So, should I build an app?

I don't believe this is a marketing question. It's a product and business question. I think the answer could well be "yes" for many businesses if you have elements that can be improved by:

  • Native APIs (camera, coarse or fine-grained location, etc)
  • Game-engine-style graphics abilities
  • Offline functionality
  • Lock-in that actually benefits your users somehow

But it's not a marketing question. Aside from a small number of communication tools that can grow via viral loops (think: whatsapp), apps are not a discovery mechanism.
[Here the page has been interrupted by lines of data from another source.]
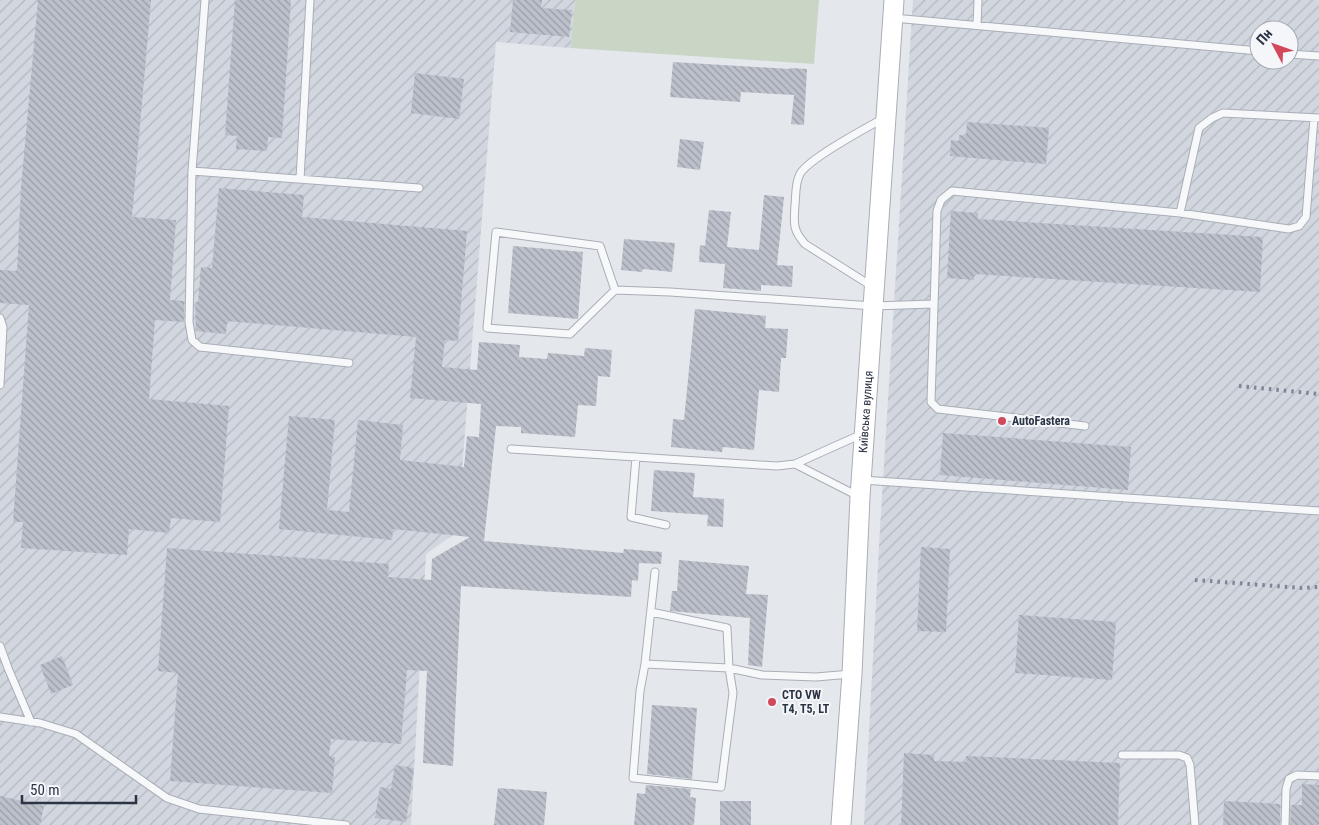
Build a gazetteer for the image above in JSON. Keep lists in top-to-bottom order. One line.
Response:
{"streets":{"main road":["Київська вулиця"]},"places":["AutoFastera","СТО VW T4, T5, LT"],"scale_bar":"50 m","north":"top left"}
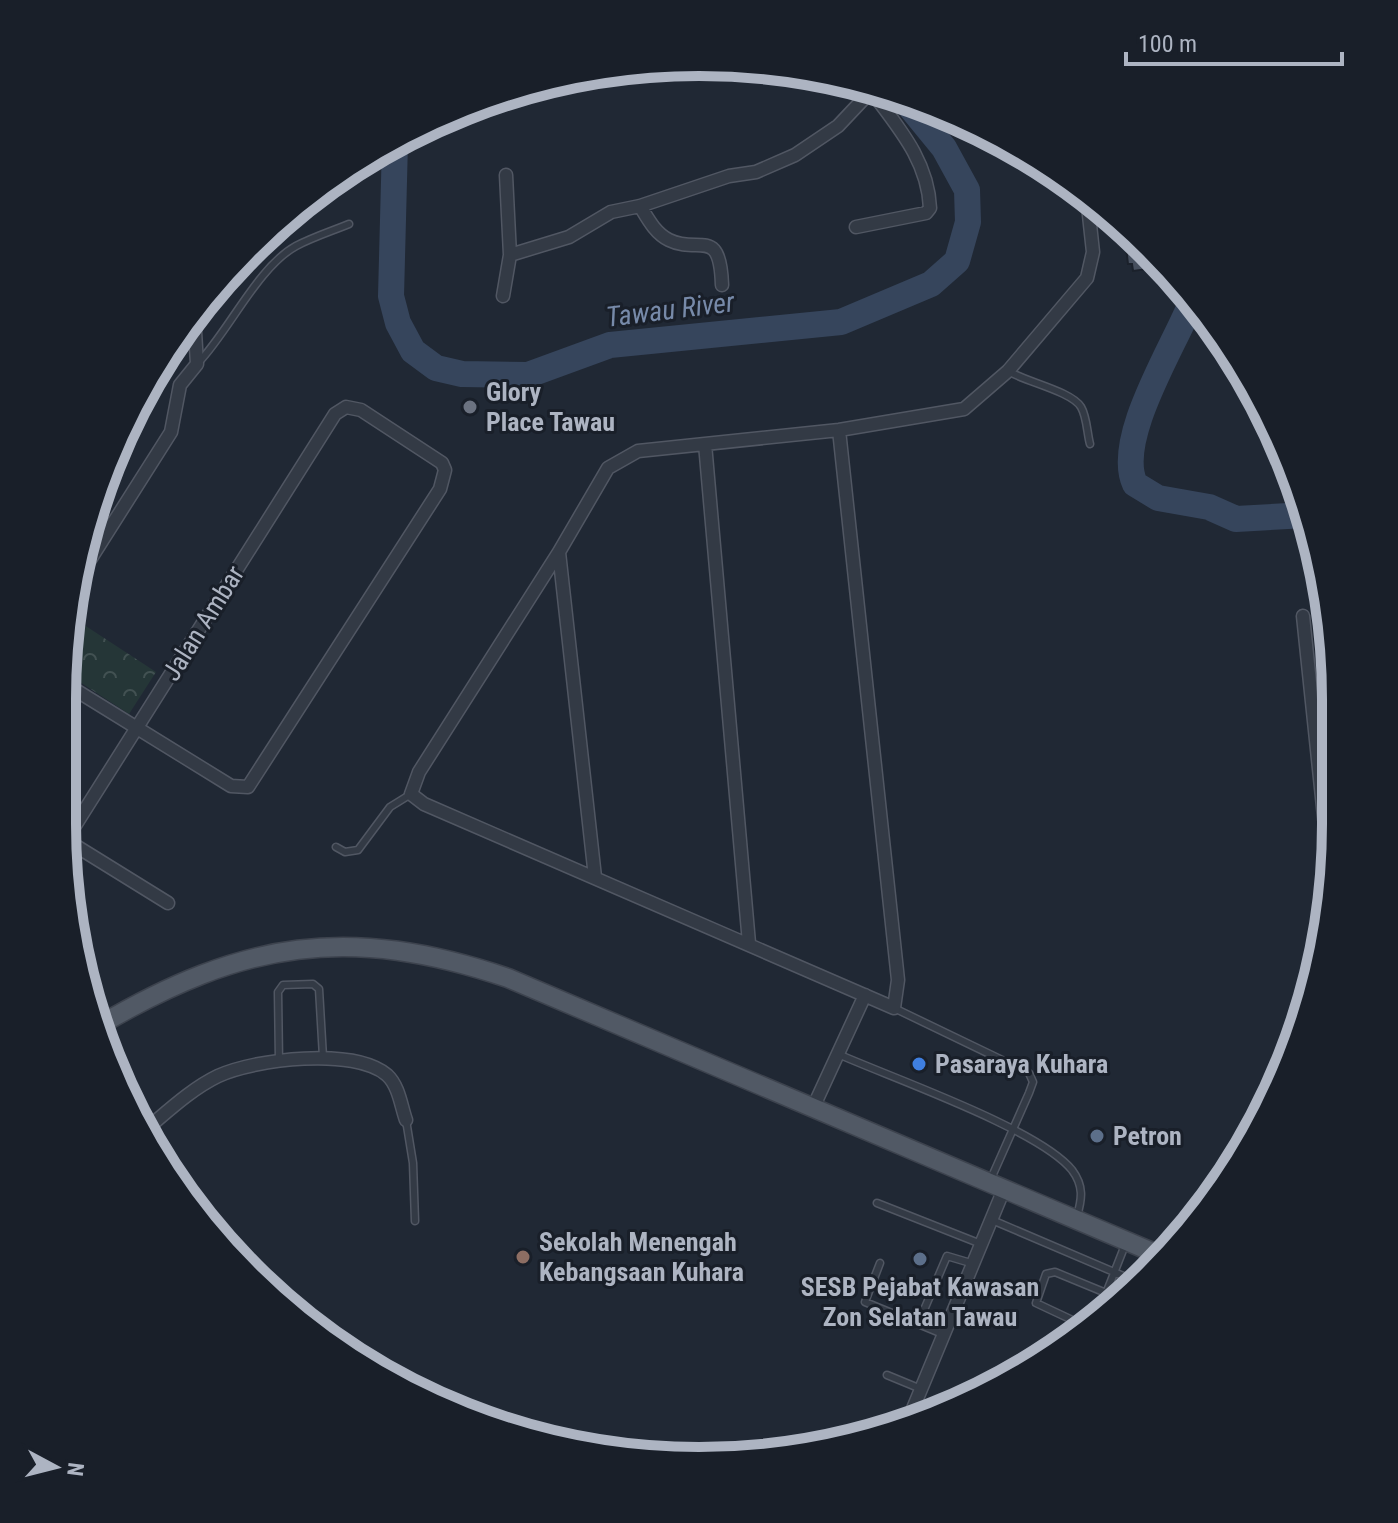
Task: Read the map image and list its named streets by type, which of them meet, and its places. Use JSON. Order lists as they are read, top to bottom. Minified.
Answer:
{"streets":{"street":["Jalan Ambar"]},"water":["Tawau River"],"places":["Glory Place Tawau","Pasaraya Kuhara","Petron","Sekolah Menengah Kebangsaan Kuhara","SESB Pejabat Kawasan Zon Selatan Tawau"],"scale_bar":"100 m","north":"right"}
The vast majority of app store searches are navigational (i.e. people searching for apps they've already heard of) and I don't see that changing any time soon – an app store search isn't going to replace a general web search for knowledge and so it's not going to add people into the top of your funnel.

It's also such a hugely fragmented market that – from conversations with developers who've seen their apps sitting at #1 in moderate-sized categories – I know that even success doesn't inherently drive more downloads and more success.

Tactical recommendations for mobile

Apart from repeating the advice to think about how your site appears on mobile, I wanted to end with some positive recommendations – i.e. what should you do tactically?

The key lesson here? We need to stop focussing on mobile as a device we use when 'on the go'. Mobile is no longer a distinct thing but, rather, simply the future of digital marketing. It must inform every strategy we devise as marketers, and at every step of the way.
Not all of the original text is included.